Used wheelchairs, walkers, and hospital beds are genuinely needed, but they are harder to donate than clothing or books. Most national thrift chains will not take them, and the organizations that do are usually local. The good news is that almost every state has a medical equipment reuse program, and several charities specialize in getting this gear to people who cannot afford it. Here is where to look and what each place accepts.
Every U.S. state runs at least one federally funded Assistive Technology program, and most operate a device reuse or loan service that refurbishes donated equipment and gets it back into the community. These are the most reliable destinations for wheelchairs, walkers, shower chairs, and similar gear. Search for your state name plus "assistive technology reuse" or "durable medical equipment reuse," or use the Pass It On Center national directory of reuse programs.

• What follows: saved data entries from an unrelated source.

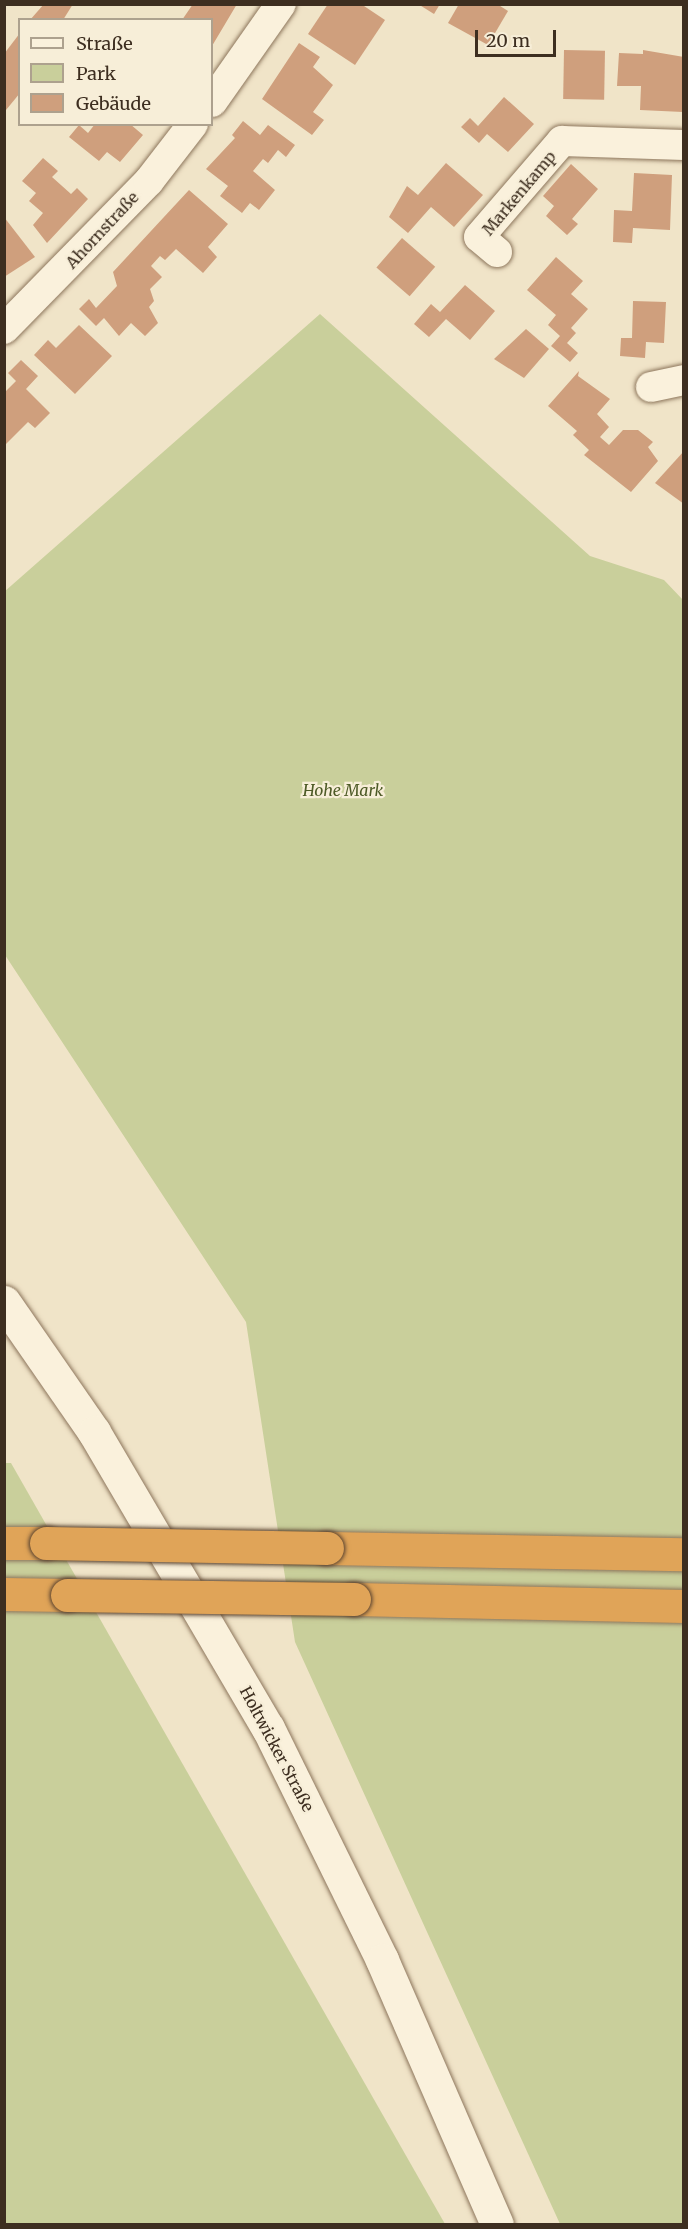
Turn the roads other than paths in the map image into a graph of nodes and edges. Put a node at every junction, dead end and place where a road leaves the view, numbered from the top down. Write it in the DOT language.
graph roads {
  1 [pos="281,4"];
  2 [pos="213,101"];
  3 [pos="191,126"];
  4 [pos="684,145"];
  5 [pos="498,252"];
  6 [pos="4,329"];
  7 [pos="684,380"];
  8 [pos="651,387"];
  9 [pos="4,1302"];
  10 [pos="4,1543"];
  11 [pos="684,1554"];
  12 [pos="4,1594"];
  13 [pos="684,1606"];
  14 [pos="497,2224"];
  1 -- 2 [label="street"];
  3 -- 6 [label="street, Ahornstraße"];
  4 -- 5 [label="street, Markenkamp"];
  7 -- 8 [label="street"];
  9 -- 14 [label="street, Holtwicker Straße"];
  10 -- 11 [label="highway, bridge"];
  12 -- 13 [label="highway, bridge"];
}
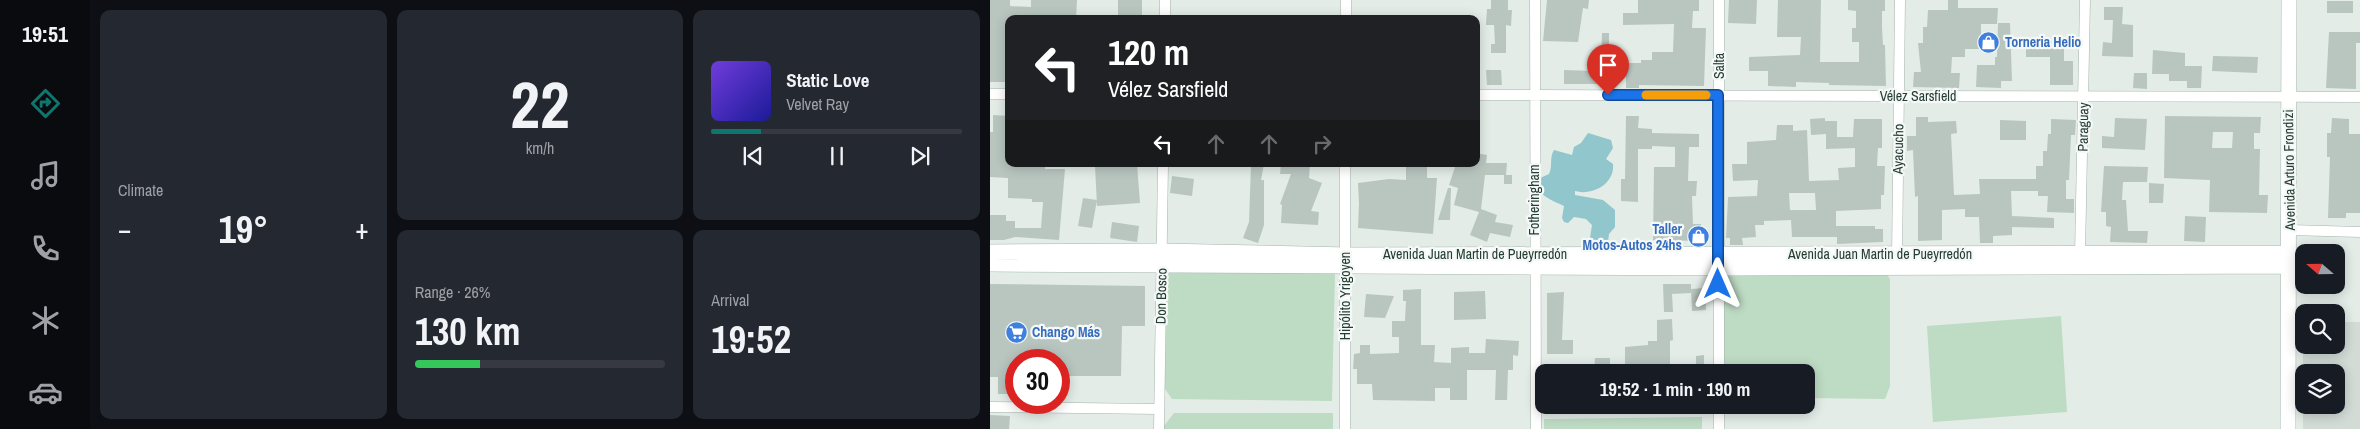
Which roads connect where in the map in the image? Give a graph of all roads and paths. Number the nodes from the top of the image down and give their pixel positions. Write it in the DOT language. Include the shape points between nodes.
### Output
graph roads {
  1 [pos="1165,0"];
  2 [pos="1346,0"];
  3 [pos="1535,0"];
  4 [pos="1719,0"];
  5 [pos="1900,0"];
  6 [pos="2085,0"];
  7 [pos="2289,0"];
  8 [pos="1165,15"];
  9 [pos="1346,15"];
  10 [pos="990,94"];
  11 [pos="1005,94"];
  12 [pos="1480,95"];
  13 [pos="1534,95"];
  14 [pos="1718,95"];
  15 [pos="1899,96"];
  16 [pos="2084,96"];
  17 [pos="2288,97"];
  18 [pos="2360,97"];
  19 [pos="1164,167"];
  20 [pos="1345,167"];
  21 [pos="2290,230"];
  22 [pos="2360,232"];
  23 [pos="990,252"];
  24 [pos="2080,254"];
  25 [pos="1161,258"];
  26 [pos="2289,259"];
  27 [pos="1345,260"];
  28 [pos="1534,260"];
  29 [pos="1718,260"];
  30 [pos="1897,261"];
  31 [pos="990,264"];
  32 [pos="1719,364"];
  33 [pos="990,407"];
  34 [pos="1159,409"];
  35 [pos="1719,414"];
  36 [pos="1159,429"];
  37 [pos="1345,429"];
  38 [pos="1536,429"];
  39 [pos="1719,429"];
  40 [pos="2288,429"];
  1 -- 8 [label="street"];
  2 -- 9 [label="street"];
  3 -- 13 [label="street, Fotheringham"];
  4 -- 14 [label="street, Salta"];
  5 -- 15 [label="street, Ayacucho"];
  6 -- 16 [label="street, Paraguay"];
  7 -- 17 [label="main road, Avenida Arturo Frondizi"];
  10 -- 11 [label="street"];
  12 -- 13 [label="street, Vélez Sarsfield"];
  13 -- 14 [label="street, Vélez Sarsfield"];
  13 -- 28 [label="street, Fotheringham"];
  14 -- 15 [label="street, Vélez Sarsfield"];
  14 -- 29 [label="street, Salta"];
  15 -- 16 [label="street, Vélez Sarsfield"];
  15 -- 30 [label="street, Ayacucho"];
  16 -- 17 [label="street, Vélez Sarsfield"];
  16 -- 24 [label="street, Paraguay"];
  17 -- 18 [label="street, Vélez Sarsfield"];
  17 -- 21 [label="main road, Avenida Arturo Frondizi"];
  19 -- 25 [label="street, Don Bosco"];
  20 -- 27 [label="street, Hipólito Yrigoyen"];
  21 -- 22 [label="street"];
  21 -- 26 [label="main road, Avenida Arturo Frondizi"];
  23 -- 25 [label="main road, Avenida Juan Martin de Pueyrredón"];
  24 -- 26 [label="main road, Avenida Juan Martin de Pueyrredón"];
  24 -- 30 [label="main road, Avenida Juan Martin de Pueyrredón"];
  25 -- 27 [label="main road, Avenida Juan Martin de Pueyrredón"];
  25 -- 31 [label="main road, Avenida Juan Martin de Pueyrredón"];
  25 -- 34 [label="street, Don Bosco"];
  26 -- 30 [label="main road, Avenida Juan Martin de Pueyrredón"];
  26 -- 40 [label="main road, Avenida Arturo Frondizi"];
  27 -- 28 [label="main road, Avenida Juan Martin de Pueyrredón"];
  27 -- 37 [label="street, Hipólito Yrigoyen"];
  28 -- 29 [label="main road, Avenida Juan Martin de Pueyrredón"];
  28 -- 38 [label="street, Fotheringham"];
  29 -- 30 [label="main road, Avenida Juan Martin de Pueyrredón"];
  29 -- 32 [label="street, Salta"];
  33 -- 34 [label="street"];
  34 -- 36 [label="street, Don Bosco"];
  35 -- 39 [label="street"];
}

Friends of Disabled Adults and Children (FODAC), based in Tucker, Georgia, accepts gently used or new medical equipment, with drop-off locations and pickup for larger quantities. Other groups such as Accessibility Medical Equipment refurbish power wheelchairs, scooters, hospital beds, and CPAP machines and arrange pickup. These charities clean, repair, and redistribute equipment at little or no cost to people who need it.
Your Area Agency on Aging, local Council on Aging, or senior center often keeps a loan closet of walkers, wheelchairs, commodes, shower benches, and canes for older adults. Call your nearest senior center and ask whether they accept equipment donations. To find the right office, call the federal Eldercare Locator at 1-800-677-1116 or use eldercare.acl.gov.
Goodwill, the Salvation Army, and Habitat for Humanity ReStores vary widely on medical equipment. Some locations accept canes, walkers, and manual wheelchairs in good condition; many will not take electric beds, lifts, or anything they consider a liability. Always call the specific location before loading up, because policy changes by store and by state.
Many condition-focused nonprofits run loan closets. Local chapters of the ALS Association, the National Multiple Sclerosis Society, muscular dystrophy groups, and independent living centers frequently lend wheelchairs, walkers, and lifts to people they serve, and they accept donated equipment to restock. If your equipment suits a particular condition, a specialized group is often the fastest match.
If you are a clinic, hospital, or provider with larger volumes, medical surplus recovery organizations such as MedShare and similar groups collect usable supplies and equipment and ship them to under-resourced clinics in the U.S. and abroad. These are geared to bulk and institutional donations rather than a single household item.
Last updated June 2026. Errors: [email protected]
Clothing and household goods are easy to resell, so thrift stores take them by the truckload. Medical equipment is different. It carries liability concerns, hygiene requirements, recall risk, and storage challenges, and it usually needs inspection or refurbishing before it can be handed to someone new. That is why the best destinations are specialized reuse programs and loan closets rather than general donation bins. These organizations have the staff and standards to clean, test, and match equipment safely.
Reuse programs consistently report the highest demand for a handful of items:
If you have any of these in working order, they will almost certainly find a home.
To save a wasted trip, know the common no-go list: recalled equipment, anything broken or with a bent or cracked frame, soiled or stained items, used mattresses on hospital beds (many programs swap these), opened or used consumables, and used CPAP masks and tubing for hygiene reasons. Some programs cannot take older electric beds that no longer meet safety standards. When in doubt, send a photo and ask before you deliver.
Three starting points cover most of the country. The Pass It On Center maintains a national directory of durable medical equipment reuse programs. Every state has an Assistive Technology Act program that either reuses equipment or can point you to a partner that does. And the Eldercare Locator (1-800-677-1116) connects you to your Area Agency on Aging, which usually knows the local loan closets. A quick call to any of these will tell you the nearest drop-off.
If your equipment is current and in good shape, donating it to a reuse program puts it to immediate use and may give you a deduction. High-value power chairs and scooters can also be sold, though refurbishing charities will get them to someone in need faster. Equipment that is broken or recalled should be recycled, not donated. Ask your local solid-waste or recycling program how to handle metal frames and battery-powered units responsibly.